◆ **WORK TO BE COMPLETED**
What lines in the records below include the word "Kapellenweg"? Return each one.

──────

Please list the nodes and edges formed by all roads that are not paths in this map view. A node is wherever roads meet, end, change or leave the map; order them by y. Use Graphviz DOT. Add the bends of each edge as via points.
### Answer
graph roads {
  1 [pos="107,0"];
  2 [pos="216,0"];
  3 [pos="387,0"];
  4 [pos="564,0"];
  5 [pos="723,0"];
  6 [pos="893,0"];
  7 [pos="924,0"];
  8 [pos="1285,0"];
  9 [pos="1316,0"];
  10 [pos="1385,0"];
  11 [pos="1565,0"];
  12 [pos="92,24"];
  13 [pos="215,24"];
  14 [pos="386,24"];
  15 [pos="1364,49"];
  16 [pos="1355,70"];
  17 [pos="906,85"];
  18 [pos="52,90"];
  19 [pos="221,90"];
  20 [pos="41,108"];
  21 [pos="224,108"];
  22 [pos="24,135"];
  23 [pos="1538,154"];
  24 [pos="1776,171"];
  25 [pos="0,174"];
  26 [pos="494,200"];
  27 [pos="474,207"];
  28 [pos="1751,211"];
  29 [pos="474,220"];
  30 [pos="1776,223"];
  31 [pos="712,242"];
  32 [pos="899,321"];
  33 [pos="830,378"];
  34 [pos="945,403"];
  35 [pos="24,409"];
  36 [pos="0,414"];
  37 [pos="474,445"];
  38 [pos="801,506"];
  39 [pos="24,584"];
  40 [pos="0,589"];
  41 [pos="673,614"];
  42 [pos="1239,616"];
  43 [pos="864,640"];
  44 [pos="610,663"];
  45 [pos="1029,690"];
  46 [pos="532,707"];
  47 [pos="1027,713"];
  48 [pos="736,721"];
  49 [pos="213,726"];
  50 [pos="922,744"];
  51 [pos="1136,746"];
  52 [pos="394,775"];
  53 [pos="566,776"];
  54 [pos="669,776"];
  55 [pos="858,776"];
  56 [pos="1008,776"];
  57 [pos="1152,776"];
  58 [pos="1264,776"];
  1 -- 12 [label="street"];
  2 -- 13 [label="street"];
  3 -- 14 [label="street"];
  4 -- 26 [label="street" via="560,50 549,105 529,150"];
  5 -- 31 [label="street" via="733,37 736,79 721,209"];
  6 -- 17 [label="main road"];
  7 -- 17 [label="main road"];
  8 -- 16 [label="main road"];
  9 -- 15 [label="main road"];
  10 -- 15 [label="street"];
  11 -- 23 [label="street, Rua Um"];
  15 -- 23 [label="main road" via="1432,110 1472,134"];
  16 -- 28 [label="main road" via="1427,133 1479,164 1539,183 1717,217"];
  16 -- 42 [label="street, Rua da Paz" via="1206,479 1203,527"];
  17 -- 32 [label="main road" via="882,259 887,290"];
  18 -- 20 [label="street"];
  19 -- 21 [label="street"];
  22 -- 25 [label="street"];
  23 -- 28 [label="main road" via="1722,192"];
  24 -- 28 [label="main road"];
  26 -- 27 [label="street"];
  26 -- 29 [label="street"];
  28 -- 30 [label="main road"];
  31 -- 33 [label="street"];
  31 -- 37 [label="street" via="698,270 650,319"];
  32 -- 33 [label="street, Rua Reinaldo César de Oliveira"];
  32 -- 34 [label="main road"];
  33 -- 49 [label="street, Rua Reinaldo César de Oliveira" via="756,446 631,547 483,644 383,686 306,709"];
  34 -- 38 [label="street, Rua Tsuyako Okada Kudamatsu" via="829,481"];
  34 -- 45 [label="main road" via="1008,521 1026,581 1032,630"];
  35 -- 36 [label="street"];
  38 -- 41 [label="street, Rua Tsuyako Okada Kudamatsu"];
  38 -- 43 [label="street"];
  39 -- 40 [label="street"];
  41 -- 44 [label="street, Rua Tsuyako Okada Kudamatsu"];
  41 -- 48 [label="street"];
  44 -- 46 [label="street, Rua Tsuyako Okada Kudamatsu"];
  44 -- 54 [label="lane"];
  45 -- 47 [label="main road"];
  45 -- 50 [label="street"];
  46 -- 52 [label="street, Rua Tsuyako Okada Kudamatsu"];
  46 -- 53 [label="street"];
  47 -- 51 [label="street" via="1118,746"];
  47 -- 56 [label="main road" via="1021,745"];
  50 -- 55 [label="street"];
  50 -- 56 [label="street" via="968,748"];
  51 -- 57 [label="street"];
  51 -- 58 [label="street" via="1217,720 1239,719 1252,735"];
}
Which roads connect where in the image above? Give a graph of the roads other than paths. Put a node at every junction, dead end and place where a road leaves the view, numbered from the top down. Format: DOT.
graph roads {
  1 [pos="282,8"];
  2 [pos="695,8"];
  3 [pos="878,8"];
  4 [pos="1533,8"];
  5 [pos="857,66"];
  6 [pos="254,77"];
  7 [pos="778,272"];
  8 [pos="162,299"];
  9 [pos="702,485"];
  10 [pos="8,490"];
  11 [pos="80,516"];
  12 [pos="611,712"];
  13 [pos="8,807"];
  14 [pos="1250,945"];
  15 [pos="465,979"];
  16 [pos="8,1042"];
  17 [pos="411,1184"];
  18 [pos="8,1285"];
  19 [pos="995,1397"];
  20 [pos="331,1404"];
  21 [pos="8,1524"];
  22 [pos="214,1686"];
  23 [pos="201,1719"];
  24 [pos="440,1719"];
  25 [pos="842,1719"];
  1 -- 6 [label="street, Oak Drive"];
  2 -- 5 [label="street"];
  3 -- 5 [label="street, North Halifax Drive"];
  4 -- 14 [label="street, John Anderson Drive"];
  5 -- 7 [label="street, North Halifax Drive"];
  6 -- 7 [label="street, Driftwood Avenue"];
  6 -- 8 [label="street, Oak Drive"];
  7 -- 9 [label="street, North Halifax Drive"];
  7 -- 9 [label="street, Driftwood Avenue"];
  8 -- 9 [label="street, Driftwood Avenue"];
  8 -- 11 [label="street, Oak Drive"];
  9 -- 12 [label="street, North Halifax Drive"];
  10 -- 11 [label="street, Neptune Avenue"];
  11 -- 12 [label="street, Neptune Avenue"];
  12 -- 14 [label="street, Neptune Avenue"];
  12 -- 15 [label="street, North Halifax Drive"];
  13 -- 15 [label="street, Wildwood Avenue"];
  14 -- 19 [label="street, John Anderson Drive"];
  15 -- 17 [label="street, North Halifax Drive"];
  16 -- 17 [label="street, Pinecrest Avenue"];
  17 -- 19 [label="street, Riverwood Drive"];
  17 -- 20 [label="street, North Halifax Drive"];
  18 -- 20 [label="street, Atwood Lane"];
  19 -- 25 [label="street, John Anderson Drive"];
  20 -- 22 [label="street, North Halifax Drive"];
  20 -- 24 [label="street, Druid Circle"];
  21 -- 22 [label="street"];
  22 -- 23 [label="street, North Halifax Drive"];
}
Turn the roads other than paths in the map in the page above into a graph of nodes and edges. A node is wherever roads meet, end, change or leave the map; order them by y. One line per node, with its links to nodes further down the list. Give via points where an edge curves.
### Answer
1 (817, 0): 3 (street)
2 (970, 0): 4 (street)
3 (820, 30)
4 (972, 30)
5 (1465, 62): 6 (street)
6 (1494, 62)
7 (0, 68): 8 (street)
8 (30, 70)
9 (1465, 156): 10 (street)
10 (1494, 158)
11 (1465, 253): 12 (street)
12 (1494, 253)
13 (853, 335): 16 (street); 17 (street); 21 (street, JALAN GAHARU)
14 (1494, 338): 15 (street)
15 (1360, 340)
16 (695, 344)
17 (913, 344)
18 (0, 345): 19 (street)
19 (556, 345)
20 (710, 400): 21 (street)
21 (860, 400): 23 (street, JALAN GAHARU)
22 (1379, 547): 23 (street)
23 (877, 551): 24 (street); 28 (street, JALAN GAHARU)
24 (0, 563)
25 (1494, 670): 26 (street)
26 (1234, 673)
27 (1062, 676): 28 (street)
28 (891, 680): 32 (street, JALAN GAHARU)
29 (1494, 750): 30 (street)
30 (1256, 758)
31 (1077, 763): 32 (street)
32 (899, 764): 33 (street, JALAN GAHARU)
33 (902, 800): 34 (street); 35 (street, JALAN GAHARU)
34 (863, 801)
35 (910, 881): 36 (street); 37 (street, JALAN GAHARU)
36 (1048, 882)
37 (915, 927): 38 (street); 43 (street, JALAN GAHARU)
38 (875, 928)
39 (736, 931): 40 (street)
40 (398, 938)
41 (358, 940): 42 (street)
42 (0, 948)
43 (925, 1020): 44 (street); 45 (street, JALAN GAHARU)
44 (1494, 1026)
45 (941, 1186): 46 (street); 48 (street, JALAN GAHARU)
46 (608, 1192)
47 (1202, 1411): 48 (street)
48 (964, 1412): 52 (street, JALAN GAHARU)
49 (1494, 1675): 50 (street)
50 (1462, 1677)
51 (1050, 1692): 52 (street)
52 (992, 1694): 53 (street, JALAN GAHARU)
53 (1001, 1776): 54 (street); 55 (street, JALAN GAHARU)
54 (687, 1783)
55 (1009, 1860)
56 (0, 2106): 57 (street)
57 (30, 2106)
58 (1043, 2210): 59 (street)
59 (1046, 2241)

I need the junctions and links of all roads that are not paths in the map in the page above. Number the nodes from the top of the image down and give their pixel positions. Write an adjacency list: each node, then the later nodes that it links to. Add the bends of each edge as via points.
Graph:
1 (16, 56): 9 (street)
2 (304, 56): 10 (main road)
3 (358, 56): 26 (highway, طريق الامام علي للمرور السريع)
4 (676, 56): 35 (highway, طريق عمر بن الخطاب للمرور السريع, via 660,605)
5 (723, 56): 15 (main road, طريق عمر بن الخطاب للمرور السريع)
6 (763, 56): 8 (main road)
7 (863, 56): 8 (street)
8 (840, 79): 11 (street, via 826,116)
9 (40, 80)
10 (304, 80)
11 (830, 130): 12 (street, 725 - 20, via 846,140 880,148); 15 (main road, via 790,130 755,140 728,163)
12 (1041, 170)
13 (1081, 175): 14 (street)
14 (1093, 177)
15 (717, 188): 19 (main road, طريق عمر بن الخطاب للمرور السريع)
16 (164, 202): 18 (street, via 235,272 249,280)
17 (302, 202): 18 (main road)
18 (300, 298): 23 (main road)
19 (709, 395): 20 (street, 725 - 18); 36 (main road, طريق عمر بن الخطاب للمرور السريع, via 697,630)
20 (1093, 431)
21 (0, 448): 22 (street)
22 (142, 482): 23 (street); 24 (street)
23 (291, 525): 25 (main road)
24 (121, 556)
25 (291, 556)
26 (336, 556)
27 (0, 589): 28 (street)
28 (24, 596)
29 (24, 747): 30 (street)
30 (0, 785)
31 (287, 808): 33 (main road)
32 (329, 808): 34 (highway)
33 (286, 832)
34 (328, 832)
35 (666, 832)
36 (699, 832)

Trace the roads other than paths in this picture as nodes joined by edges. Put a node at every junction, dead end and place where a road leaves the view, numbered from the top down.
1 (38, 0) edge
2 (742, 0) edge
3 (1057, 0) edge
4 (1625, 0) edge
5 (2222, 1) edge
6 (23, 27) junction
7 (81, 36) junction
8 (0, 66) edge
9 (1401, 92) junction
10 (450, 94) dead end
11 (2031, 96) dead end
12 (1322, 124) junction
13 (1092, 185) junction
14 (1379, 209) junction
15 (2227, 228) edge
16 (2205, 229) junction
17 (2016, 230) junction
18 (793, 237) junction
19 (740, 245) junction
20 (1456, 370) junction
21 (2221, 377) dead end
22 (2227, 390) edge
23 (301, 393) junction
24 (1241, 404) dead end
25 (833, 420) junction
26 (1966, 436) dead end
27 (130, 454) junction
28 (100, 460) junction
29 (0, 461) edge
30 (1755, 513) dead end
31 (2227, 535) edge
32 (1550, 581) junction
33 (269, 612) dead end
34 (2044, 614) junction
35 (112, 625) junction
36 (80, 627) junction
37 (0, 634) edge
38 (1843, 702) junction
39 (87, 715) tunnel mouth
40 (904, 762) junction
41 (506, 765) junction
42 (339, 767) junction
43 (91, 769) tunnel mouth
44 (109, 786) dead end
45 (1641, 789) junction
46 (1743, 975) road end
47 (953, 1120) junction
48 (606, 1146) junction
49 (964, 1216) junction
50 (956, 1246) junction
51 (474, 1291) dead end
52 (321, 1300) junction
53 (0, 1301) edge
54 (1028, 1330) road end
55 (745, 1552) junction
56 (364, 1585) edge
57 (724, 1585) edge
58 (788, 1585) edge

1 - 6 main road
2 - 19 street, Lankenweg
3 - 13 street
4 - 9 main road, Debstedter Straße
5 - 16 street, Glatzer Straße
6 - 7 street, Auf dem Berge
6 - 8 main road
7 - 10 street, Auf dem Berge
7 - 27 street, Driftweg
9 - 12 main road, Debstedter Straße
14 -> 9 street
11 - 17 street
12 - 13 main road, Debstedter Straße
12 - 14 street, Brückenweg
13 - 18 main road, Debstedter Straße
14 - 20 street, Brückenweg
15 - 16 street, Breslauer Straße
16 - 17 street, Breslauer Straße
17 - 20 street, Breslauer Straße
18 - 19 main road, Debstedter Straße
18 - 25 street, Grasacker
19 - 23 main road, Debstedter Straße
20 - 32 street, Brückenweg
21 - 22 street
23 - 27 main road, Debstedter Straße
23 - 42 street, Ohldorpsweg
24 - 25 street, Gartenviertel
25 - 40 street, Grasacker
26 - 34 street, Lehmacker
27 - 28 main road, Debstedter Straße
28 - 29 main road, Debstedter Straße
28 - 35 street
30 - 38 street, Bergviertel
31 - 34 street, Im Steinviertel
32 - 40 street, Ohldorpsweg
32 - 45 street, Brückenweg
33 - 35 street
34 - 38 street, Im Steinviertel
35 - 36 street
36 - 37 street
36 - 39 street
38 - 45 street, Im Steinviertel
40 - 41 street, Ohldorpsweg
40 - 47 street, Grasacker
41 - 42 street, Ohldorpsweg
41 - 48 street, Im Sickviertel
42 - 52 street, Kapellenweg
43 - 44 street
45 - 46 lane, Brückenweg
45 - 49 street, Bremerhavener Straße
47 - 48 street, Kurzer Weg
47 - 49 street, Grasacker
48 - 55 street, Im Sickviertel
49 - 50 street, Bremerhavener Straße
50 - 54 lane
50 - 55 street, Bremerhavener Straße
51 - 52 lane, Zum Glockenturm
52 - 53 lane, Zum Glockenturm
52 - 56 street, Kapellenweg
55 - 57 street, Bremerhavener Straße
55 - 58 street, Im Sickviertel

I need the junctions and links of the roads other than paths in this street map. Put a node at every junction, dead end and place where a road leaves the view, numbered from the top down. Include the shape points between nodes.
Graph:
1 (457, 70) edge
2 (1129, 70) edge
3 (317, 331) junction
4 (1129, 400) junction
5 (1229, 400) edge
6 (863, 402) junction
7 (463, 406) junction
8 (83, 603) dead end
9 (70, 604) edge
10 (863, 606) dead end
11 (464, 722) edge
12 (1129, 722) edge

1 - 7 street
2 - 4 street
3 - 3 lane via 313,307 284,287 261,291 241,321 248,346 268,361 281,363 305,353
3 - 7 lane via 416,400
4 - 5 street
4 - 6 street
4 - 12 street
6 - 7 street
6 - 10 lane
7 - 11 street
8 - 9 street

──────

◆ **YOUR RESPONSE**
42 - 52 street, Kapellenweg
52 - 56 street, Kapellenweg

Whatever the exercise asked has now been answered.